■ Exercise data:

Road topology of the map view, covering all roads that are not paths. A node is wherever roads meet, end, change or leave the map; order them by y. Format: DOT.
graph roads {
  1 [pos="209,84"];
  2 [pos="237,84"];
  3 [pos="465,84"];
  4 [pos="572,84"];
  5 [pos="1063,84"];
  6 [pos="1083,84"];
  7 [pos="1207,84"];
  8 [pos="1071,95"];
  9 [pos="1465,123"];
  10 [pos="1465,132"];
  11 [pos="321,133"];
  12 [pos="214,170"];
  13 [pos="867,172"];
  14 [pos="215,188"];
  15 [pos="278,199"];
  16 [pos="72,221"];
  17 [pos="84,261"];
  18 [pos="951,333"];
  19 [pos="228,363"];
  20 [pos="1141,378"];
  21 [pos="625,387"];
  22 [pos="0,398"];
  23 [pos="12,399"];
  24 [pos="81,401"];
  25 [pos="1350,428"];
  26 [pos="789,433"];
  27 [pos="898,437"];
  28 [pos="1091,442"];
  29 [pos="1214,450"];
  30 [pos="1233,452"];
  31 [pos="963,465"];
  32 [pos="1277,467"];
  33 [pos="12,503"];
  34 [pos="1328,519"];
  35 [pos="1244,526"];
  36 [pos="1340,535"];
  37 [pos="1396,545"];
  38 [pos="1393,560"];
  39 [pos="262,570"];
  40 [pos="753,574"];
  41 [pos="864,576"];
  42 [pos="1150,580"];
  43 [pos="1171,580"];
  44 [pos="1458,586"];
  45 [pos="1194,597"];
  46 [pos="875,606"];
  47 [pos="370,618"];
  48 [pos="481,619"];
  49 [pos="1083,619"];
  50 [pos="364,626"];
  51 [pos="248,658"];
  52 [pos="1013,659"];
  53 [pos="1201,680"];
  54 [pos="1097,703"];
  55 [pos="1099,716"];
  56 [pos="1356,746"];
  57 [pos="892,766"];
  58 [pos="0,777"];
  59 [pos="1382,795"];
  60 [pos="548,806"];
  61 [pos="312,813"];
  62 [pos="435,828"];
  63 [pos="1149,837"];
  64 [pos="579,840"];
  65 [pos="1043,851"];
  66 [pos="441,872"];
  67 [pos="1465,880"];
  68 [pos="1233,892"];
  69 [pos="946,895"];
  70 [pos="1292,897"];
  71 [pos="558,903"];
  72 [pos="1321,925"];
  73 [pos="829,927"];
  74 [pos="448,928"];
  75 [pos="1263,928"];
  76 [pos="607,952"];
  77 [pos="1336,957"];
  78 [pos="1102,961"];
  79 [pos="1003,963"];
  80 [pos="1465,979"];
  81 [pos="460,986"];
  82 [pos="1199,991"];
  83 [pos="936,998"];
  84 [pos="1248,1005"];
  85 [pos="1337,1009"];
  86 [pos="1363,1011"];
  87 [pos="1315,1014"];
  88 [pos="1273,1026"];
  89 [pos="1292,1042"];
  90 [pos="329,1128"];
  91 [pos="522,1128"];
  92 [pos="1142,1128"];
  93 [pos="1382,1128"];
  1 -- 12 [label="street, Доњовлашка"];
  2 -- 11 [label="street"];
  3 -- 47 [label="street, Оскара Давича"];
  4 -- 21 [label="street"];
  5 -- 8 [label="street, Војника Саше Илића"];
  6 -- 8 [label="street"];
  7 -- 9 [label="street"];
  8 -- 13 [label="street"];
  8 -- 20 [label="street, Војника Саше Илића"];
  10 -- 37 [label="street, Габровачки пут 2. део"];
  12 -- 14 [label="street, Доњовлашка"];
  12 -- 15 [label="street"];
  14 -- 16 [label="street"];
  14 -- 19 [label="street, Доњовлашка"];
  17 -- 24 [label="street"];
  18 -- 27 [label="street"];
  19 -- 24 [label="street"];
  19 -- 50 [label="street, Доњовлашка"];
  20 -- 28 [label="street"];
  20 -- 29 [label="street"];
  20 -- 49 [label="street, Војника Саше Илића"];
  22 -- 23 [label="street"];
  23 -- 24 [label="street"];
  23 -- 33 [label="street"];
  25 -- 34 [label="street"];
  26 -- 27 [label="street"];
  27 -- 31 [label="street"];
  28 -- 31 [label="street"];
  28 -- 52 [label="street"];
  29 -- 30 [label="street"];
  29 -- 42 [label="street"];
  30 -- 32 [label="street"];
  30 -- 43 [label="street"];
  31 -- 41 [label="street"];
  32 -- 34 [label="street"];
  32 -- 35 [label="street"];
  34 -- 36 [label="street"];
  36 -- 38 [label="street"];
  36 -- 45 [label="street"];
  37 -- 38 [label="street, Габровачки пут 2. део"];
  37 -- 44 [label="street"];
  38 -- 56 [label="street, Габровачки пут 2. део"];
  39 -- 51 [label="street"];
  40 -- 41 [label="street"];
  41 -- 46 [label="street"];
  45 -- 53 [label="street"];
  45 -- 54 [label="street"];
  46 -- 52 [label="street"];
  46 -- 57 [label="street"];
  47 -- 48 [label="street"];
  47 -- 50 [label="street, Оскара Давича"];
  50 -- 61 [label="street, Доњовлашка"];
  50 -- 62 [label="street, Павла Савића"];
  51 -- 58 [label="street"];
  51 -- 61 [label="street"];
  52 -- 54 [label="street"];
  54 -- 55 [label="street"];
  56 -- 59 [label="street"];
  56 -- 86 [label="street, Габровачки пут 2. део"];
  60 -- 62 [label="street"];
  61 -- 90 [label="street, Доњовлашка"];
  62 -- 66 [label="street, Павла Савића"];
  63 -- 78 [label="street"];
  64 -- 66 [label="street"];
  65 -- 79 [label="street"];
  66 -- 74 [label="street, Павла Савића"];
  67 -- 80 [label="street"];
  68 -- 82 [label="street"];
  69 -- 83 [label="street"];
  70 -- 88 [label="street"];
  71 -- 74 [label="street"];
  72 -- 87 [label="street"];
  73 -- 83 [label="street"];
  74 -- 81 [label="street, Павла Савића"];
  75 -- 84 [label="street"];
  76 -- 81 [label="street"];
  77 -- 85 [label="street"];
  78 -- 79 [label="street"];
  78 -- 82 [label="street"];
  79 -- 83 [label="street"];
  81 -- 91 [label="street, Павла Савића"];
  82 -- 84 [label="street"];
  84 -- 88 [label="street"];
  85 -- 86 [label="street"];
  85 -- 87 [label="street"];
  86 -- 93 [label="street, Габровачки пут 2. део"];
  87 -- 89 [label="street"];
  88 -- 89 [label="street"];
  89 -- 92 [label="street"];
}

■ What the task asks: The records above should be given again in full, exactly as written.

■ Written response:
Road topology of the map view, covering all roads that are not paths. A node is wherever roads meet, end, change or leave the map; order them by y. Format: DOT.
graph roads {
  1 [pos="209,84"];
  2 [pos="237,84"];
  3 [pos="465,84"];
  4 [pos="572,84"];
  5 [pos="1063,84"];
  6 [pos="1083,84"];
  7 [pos="1207,84"];
  8 [pos="1071,95"];
  9 [pos="1465,123"];
  10 [pos="1465,132"];
  11 [pos="321,133"];
  12 [pos="214,170"];
  13 [pos="867,172"];
  14 [pos="215,188"];
  15 [pos="278,199"];
  16 [pos="72,221"];
  17 [pos="84,261"];
  18 [pos="951,333"];
  19 [pos="228,363"];
  20 [pos="1141,378"];
  21 [pos="625,387"];
  22 [pos="0,398"];
  23 [pos="12,399"];
  24 [pos="81,401"];
  25 [pos="1350,428"];
  26 [pos="789,433"];
  27 [pos="898,437"];
  28 [pos="1091,442"];
  29 [pos="1214,450"];
  30 [pos="1233,452"];
  31 [pos="963,465"];
  32 [pos="1277,467"];
  33 [pos="12,503"];
  34 [pos="1328,519"];
  35 [pos="1244,526"];
  36 [pos="1340,535"];
  37 [pos="1396,545"];
  38 [pos="1393,560"];
  39 [pos="262,570"];
  40 [pos="753,574"];
  41 [pos="864,576"];
  42 [pos="1150,580"];
  43 [pos="1171,580"];
  44 [pos="1458,586"];
  45 [pos="1194,597"];
  46 [pos="875,606"];
  47 [pos="370,618"];
  48 [pos="481,619"];
  49 [pos="1083,619"];
  50 [pos="364,626"];
  51 [pos="248,658"];
  52 [pos="1013,659"];
  53 [pos="1201,680"];
  54 [pos="1097,703"];
  55 [pos="1099,716"];
  56 [pos="1356,746"];
  57 [pos="892,766"];
  58 [pos="0,777"];
  59 [pos="1382,795"];
  60 [pos="548,806"];
  61 [pos="312,813"];
  62 [pos="435,828"];
  63 [pos="1149,837"];
  64 [pos="579,840"];
  65 [pos="1043,851"];
  66 [pos="441,872"];
  67 [pos="1465,880"];
  68 [pos="1233,892"];
  69 [pos="946,895"];
  70 [pos="1292,897"];
  71 [pos="558,903"];
  72 [pos="1321,925"];
  73 [pos="829,927"];
  74 [pos="448,928"];
  75 [pos="1263,928"];
  76 [pos="607,952"];
  77 [pos="1336,957"];
  78 [pos="1102,961"];
  79 [pos="1003,963"];
  80 [pos="1465,979"];
  81 [pos="460,986"];
  82 [pos="1199,991"];
  83 [pos="936,998"];
  84 [pos="1248,1005"];
  85 [pos="1337,1009"];
  86 [pos="1363,1011"];
  87 [pos="1315,1014"];
  88 [pos="1273,1026"];
  89 [pos="1292,1042"];
  90 [pos="329,1128"];
  91 [pos="522,1128"];
  92 [pos="1142,1128"];
  93 [pos="1382,1128"];
  1 -- 12 [label="street, Доњовлашка"];
  2 -- 11 [label="street"];
  3 -- 47 [label="street, Оскара Давича"];
  4 -- 21 [label="street"];
  5 -- 8 [label="street, Војника Саше Илића"];
  6 -- 8 [label="street"];
  7 -- 9 [label="street"];
  8 -- 13 [label="street"];
  8 -- 20 [label="street, Војника Саше Илића"];
  10 -- 37 [label="street, Габровачки пут 2. део"];
  12 -- 14 [label="street, Доњовлашка"];
  12 -- 15 [label="street"];
  14 -- 16 [label="street"];
  14 -- 19 [label="street, Доњовлашка"];
  17 -- 24 [label="street"];
  18 -- 27 [label="street"];
  19 -- 24 [label="street"];
  19 -- 50 [label="street, Доњовлашка"];
  20 -- 28 [label="street"];
  20 -- 29 [label="street"];
  20 -- 49 [label="street, Војника Саше Илића"];
  22 -- 23 [label="street"];
  23 -- 24 [label="street"];
  23 -- 33 [label="street"];
  25 -- 34 [label="street"];
  26 -- 27 [label="street"];
  27 -- 31 [label="street"];
  28 -- 31 [label="street"];
  28 -- 52 [label="street"];
  29 -- 30 [label="street"];
  29 -- 42 [label="street"];
  30 -- 32 [label="street"];
  30 -- 43 [label="street"];
  31 -- 41 [label="street"];
  32 -- 34 [label="street"];
  32 -- 35 [label="street"];
  34 -- 36 [label="street"];
  36 -- 38 [label="street"];
  36 -- 45 [label="street"];
  37 -- 38 [label="street, Габровачки пут 2. део"];
  37 -- 44 [label="street"];
  38 -- 56 [label="street, Габровачки пут 2. део"];
  39 -- 51 [label="street"];
  40 -- 41 [label="street"];
  41 -- 46 [label="street"];
  45 -- 53 [label="street"];
  45 -- 54 [label="street"];
  46 -- 52 [label="street"];
  46 -- 57 [label="street"];
  47 -- 48 [label="street"];
  47 -- 50 [label="street, Оскара Давича"];
  50 -- 61 [label="street, Доњовлашка"];
  50 -- 62 [label="street, Павла Савића"];
  51 -- 58 [label="street"];
  51 -- 61 [label="street"];
  52 -- 54 [label="street"];
  54 -- 55 [label="street"];
  56 -- 59 [label="street"];
  56 -- 86 [label="street, Габровачки пут 2. део"];
  60 -- 62 [label="street"];
  61 -- 90 [label="street, Доњовлашка"];
  62 -- 66 [label="street, Павла Савића"];
  63 -- 78 [label="street"];
  64 -- 66 [label="street"];
  65 -- 79 [label="street"];
  66 -- 74 [label="street, Павла Савића"];
  67 -- 80 [label="street"];
  68 -- 82 [label="street"];
  69 -- 83 [label="street"];
  70 -- 88 [label="street"];
  71 -- 74 [label="street"];
  72 -- 87 [label="street"];
  73 -- 83 [label="street"];
  74 -- 81 [label="street, Павла Савића"];
  75 -- 84 [label="street"];
  76 -- 81 [label="street"];
  77 -- 85 [label="street"];
  78 -- 79 [label="street"];
  78 -- 82 [label="street"];
  79 -- 83 [label="street"];
  81 -- 91 [label="street, Павла Савића"];
  82 -- 84 [label="street"];
  84 -- 88 [label="street"];
  85 -- 86 [label="street"];
  85 -- 87 [label="street"];
  86 -- 93 [label="street, Габровачки пут 2. део"];
  87 -- 89 [label="street"];
  88 -- 89 [label="street"];
  89 -- 92 [label="street"];
}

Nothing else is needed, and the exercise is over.